Dataset excerpts

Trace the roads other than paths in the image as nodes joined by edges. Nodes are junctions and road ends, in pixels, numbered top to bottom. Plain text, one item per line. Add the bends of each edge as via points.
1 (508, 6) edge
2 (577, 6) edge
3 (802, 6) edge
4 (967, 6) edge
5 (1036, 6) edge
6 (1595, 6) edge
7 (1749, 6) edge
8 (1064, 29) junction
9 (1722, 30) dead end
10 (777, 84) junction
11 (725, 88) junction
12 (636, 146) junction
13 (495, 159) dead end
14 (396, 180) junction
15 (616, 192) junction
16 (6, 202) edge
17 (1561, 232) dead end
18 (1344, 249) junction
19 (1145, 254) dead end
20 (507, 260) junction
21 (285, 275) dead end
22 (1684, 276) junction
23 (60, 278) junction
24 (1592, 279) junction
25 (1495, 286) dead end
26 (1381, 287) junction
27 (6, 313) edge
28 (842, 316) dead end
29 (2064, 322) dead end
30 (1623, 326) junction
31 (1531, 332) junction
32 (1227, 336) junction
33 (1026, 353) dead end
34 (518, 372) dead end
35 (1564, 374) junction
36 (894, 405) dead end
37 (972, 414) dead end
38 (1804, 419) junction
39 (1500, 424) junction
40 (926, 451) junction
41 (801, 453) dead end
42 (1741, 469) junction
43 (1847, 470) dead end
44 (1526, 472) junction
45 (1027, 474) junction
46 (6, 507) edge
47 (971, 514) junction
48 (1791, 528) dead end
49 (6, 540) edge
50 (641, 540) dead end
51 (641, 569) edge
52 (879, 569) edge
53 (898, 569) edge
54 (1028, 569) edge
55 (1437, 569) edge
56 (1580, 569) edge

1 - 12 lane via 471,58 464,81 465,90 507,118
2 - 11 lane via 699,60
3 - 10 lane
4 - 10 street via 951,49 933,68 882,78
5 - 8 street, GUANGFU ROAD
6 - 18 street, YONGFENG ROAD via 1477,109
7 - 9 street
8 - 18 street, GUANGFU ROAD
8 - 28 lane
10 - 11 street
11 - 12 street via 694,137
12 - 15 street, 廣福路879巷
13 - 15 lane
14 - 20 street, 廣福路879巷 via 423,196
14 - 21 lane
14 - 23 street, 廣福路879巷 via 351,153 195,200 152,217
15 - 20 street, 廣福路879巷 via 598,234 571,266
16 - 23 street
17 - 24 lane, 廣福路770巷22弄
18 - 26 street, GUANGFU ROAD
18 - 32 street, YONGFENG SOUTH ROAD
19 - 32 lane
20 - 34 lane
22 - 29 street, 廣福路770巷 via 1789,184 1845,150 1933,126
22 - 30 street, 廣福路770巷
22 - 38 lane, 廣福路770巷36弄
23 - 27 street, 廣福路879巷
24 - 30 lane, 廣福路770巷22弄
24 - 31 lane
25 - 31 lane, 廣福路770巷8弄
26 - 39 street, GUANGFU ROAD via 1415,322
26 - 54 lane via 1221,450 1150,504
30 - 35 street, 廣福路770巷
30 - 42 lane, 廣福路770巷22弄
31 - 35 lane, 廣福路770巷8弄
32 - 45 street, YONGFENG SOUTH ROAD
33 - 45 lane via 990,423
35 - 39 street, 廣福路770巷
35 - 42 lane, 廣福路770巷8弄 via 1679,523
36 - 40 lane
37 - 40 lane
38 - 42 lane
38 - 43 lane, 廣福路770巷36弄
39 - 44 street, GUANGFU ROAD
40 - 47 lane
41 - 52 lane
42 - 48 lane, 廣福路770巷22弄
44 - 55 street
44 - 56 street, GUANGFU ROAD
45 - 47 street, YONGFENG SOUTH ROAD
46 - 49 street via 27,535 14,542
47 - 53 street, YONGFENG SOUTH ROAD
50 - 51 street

What this task involves –
Return each entry exactly. Leave none out.

Your response –
Trace the roads other than paths in the image as nodes joined by edges. Nodes are junctions and road ends, in pixels, numbered top to bottom. Plain text, one item per line. Add the bends of each edge as via points.
1 (508, 6) edge
2 (577, 6) edge
3 (802, 6) edge
4 (967, 6) edge
5 (1036, 6) edge
6 (1595, 6) edge
7 (1749, 6) edge
8 (1064, 29) junction
9 (1722, 30) dead end
10 (777, 84) junction
11 (725, 88) junction
12 (636, 146) junction
13 (495, 159) dead end
14 (396, 180) junction
15 (616, 192) junction
16 (6, 202) edge
17 (1561, 232) dead end
18 (1344, 249) junction
19 (1145, 254) dead end
20 (507, 260) junction
21 (285, 275) dead end
22 (1684, 276) junction
23 (60, 278) junction
24 (1592, 279) junction
25 (1495, 286) dead end
26 (1381, 287) junction
27 (6, 313) edge
28 (842, 316) dead end
29 (2064, 322) dead end
30 (1623, 326) junction
31 (1531, 332) junction
32 (1227, 336) junction
33 (1026, 353) dead end
34 (518, 372) dead end
35 (1564, 374) junction
36 (894, 405) dead end
37 (972, 414) dead end
38 (1804, 419) junction
39 (1500, 424) junction
40 (926, 451) junction
41 (801, 453) dead end
42 (1741, 469) junction
43 (1847, 470) dead end
44 (1526, 472) junction
45 (1027, 474) junction
46 (6, 507) edge
47 (971, 514) junction
48 (1791, 528) dead end
49 (6, 540) edge
50 (641, 540) dead end
51 (641, 569) edge
52 (879, 569) edge
53 (898, 569) edge
54 (1028, 569) edge
55 (1437, 569) edge
56 (1580, 569) edge

1 - 12 lane via 471,58 464,81 465,90 507,118
2 - 11 lane via 699,60
3 - 10 lane
4 - 10 street via 951,49 933,68 882,78
5 - 8 street, GUANGFU ROAD
6 - 18 street, YONGFENG ROAD via 1477,109
7 - 9 street
8 - 18 street, GUANGFU ROAD
8 - 28 lane
10 - 11 street
11 - 12 street via 694,137
12 - 15 street, 廣福路879巷
13 - 15 lane
14 - 20 street, 廣福路879巷 via 423,196
14 - 21 lane
14 - 23 street, 廣福路879巷 via 351,153 195,200 152,217
15 - 20 street, 廣福路879巷 via 598,234 571,266
16 - 23 street
17 - 24 lane, 廣福路770巷22弄
18 - 26 street, GUANGFU ROAD
18 - 32 street, YONGFENG SOUTH ROAD
19 - 32 lane
20 - 34 lane
22 - 29 street, 廣福路770巷 via 1789,184 1845,150 1933,126
22 - 30 street, 廣福路770巷
22 - 38 lane, 廣福路770巷36弄
23 - 27 street, 廣福路879巷
24 - 30 lane, 廣福路770巷22弄
24 - 31 lane
25 - 31 lane, 廣福路770巷8弄
26 - 39 street, GUANGFU ROAD via 1415,322
26 - 54 lane via 1221,450 1150,504
30 - 35 street, 廣福路770巷
30 - 42 lane, 廣福路770巷22弄
31 - 35 lane, 廣福路770巷8弄
32 - 45 street, YONGFENG SOUTH ROAD
33 - 45 lane via 990,423
35 - 39 street, 廣福路770巷
35 - 42 lane, 廣福路770巷8弄 via 1679,523
36 - 40 lane
37 - 40 lane
38 - 42 lane
38 - 43 lane, 廣福路770巷36弄
39 - 44 street, GUANGFU ROAD
40 - 47 lane
41 - 52 lane
42 - 48 lane, 廣福路770巷22弄
44 - 55 street
44 - 56 street, GUANGFU ROAD
45 - 47 street, YONGFENG SOUTH ROAD
46 - 49 street via 27,535 14,542
47 - 53 street, YONGFENG SOUTH ROAD
50 - 51 street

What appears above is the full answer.